Des einen Glück ist des anderen Leid oder so ähnlich könnte man die Moral von „Parasite“ zusammenfassen. Der Film erweckt zunächst den Anschein einer Sittenkomödie, erinnert anschließend an Michael Hanekes „Funny Games“ (1997), entpuppt sich dann jedoch als etwas gänzlich anderes: Anhand einer kleinen Gruppe von Menschen werden nämlich die Fragilität von Macht und Privilegien aufgezeigt. Sie sind nichts Statisches – ihre Verteilung ist durch unzählige kleine und große Entscheidungen geprägt. Sie sind vor allen Dingen abhängig von Perspektive und Kontext: Wer innerhalb einer bestimmten Gruppe eine Machtposition einnimmt, tut dies nicht unbedingt in einer anderen.

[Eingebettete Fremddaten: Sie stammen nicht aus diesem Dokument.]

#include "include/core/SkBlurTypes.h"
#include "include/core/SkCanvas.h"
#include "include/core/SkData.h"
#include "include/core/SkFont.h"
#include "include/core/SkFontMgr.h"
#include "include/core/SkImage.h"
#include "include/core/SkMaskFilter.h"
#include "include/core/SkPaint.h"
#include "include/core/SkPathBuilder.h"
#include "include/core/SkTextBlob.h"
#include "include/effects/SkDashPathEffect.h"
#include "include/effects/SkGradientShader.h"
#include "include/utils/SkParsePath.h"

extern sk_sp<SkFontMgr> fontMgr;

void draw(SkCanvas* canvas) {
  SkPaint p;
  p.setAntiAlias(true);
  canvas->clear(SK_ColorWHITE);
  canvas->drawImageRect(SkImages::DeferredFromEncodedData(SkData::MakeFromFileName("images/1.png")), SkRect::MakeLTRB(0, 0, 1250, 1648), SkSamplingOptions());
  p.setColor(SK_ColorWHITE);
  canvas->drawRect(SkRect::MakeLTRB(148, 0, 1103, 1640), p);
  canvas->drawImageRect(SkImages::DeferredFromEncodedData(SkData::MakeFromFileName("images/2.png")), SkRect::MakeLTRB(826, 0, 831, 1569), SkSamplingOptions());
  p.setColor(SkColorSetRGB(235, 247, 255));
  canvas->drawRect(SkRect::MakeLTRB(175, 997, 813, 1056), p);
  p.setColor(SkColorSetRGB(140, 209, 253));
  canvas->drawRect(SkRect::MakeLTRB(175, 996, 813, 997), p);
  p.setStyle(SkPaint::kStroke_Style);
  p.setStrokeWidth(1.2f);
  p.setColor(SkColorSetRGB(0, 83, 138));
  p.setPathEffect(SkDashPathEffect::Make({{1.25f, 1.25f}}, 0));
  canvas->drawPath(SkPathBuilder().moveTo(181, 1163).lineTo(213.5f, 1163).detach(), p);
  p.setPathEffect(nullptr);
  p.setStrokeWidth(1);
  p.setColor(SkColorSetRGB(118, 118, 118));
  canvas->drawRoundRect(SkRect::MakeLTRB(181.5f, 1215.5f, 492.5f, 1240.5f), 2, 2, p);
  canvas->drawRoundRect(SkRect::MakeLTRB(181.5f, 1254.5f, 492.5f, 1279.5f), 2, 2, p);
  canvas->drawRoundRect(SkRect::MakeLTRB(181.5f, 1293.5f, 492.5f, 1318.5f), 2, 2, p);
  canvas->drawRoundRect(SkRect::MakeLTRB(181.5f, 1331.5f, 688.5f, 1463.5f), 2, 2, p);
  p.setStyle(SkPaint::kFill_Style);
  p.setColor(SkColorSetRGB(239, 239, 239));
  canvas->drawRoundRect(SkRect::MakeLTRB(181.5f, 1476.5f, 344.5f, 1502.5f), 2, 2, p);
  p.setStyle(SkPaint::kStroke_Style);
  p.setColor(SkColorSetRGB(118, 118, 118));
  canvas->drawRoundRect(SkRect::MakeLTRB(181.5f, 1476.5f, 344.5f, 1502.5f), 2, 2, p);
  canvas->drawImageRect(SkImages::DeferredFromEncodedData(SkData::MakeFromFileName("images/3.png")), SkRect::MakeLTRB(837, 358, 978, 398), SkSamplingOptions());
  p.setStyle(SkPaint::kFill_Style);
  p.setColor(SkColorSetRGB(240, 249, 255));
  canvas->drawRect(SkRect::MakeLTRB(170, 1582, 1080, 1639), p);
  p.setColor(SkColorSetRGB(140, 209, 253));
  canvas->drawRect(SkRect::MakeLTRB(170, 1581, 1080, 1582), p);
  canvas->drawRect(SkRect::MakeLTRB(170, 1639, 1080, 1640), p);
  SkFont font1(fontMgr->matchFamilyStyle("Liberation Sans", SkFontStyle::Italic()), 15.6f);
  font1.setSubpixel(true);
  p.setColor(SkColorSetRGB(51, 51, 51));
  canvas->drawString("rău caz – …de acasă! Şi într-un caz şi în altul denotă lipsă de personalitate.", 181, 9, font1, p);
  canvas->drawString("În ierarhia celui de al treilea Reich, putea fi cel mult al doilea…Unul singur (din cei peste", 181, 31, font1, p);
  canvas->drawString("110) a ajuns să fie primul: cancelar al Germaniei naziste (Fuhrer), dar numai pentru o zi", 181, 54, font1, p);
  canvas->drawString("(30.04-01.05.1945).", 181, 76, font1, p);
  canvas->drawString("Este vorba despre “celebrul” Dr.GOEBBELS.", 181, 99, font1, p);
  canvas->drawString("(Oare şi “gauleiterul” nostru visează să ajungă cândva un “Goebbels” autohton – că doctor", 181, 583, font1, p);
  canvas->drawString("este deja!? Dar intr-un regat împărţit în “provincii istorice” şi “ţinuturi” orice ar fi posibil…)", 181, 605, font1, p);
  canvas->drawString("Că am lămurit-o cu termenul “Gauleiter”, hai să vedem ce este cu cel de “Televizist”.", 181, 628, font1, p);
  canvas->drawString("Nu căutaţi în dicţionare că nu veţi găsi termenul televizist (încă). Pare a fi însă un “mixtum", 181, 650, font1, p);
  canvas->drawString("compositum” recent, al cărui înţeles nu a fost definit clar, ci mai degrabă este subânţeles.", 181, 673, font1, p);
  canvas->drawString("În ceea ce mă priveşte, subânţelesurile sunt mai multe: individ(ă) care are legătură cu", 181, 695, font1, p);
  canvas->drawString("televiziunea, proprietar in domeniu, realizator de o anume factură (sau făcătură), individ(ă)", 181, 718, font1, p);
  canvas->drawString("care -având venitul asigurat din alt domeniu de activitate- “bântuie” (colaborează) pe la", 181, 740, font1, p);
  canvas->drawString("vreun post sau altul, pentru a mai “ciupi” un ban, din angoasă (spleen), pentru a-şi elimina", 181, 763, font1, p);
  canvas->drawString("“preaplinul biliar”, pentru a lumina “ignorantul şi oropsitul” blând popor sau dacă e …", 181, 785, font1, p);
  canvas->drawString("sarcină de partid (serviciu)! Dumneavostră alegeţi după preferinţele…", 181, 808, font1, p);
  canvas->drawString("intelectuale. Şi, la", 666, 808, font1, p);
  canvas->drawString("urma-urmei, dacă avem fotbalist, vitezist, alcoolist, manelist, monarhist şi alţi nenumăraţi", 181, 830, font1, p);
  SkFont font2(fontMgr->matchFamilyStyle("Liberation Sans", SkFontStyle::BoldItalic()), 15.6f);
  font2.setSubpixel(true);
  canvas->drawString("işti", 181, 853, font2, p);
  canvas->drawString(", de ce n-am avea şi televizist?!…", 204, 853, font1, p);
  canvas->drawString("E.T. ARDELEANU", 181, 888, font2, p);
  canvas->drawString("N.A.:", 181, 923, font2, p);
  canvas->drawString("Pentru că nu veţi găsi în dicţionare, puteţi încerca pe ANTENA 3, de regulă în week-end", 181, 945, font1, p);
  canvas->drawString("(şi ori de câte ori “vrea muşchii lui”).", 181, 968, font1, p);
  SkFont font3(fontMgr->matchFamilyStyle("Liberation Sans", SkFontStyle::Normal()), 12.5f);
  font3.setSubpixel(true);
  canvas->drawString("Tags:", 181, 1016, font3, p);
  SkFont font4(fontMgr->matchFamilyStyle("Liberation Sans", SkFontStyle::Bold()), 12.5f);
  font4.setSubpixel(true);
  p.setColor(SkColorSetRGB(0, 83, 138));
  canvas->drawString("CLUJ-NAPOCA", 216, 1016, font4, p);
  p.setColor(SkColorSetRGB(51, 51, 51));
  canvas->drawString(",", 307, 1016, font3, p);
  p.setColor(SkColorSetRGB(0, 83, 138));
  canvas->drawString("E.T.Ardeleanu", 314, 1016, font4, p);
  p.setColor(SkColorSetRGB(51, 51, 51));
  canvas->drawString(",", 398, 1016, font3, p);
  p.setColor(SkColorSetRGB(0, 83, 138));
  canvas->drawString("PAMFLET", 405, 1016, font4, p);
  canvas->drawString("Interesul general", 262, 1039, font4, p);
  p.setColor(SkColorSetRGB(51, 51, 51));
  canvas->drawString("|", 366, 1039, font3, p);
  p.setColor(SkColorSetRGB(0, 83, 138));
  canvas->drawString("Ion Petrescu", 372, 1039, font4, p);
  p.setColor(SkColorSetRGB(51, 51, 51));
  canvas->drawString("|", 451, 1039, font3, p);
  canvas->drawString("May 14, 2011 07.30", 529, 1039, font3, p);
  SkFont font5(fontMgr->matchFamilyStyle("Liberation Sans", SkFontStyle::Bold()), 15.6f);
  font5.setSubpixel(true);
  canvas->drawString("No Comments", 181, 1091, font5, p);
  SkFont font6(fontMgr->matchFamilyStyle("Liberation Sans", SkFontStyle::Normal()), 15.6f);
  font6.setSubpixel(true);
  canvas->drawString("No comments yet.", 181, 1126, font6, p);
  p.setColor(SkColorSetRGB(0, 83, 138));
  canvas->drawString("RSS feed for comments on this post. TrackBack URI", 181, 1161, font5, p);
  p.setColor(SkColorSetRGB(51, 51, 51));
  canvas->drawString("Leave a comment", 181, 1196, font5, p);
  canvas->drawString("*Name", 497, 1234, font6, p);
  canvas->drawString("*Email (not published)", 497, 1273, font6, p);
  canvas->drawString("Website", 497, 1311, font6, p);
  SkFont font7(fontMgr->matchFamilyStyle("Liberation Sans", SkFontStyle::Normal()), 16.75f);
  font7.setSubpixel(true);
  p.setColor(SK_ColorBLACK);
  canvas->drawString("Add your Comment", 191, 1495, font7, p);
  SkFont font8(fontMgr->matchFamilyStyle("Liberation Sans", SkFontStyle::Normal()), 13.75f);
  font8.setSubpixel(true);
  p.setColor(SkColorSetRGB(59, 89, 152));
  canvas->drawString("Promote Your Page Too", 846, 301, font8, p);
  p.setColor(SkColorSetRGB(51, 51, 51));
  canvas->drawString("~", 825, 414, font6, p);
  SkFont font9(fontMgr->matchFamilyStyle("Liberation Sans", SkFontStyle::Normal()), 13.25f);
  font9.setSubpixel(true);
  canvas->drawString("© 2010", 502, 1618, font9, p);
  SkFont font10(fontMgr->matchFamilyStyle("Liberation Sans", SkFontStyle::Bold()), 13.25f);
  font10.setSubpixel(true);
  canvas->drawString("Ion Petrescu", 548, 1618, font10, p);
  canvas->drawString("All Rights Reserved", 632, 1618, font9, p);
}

Das alles handelt Joon-ho auf einer metaphorischen Ebene ab. Vordergründig ist der Film von Kontrasten geprägt: Die armen Kims auf der einen, die wohlhabenden Parks auf der anderen Seite. Am deutlichsten werden die Unterschiede anhand der jeweiligen Wohnsituationen aufgezeigt. Das Haus der Parks ist hell, großräumig, modern, sauber. Die Kims dagegen wohnen im Untergeschoss. Ihre Wohnung ist eng, unaufgeräumt und schäbig. Wie schon in Jordan Peeles „Us“ zeigen sich Privilegien daran, wer über der Erdoberfläche wohnen darf und wer unten bleiben muss.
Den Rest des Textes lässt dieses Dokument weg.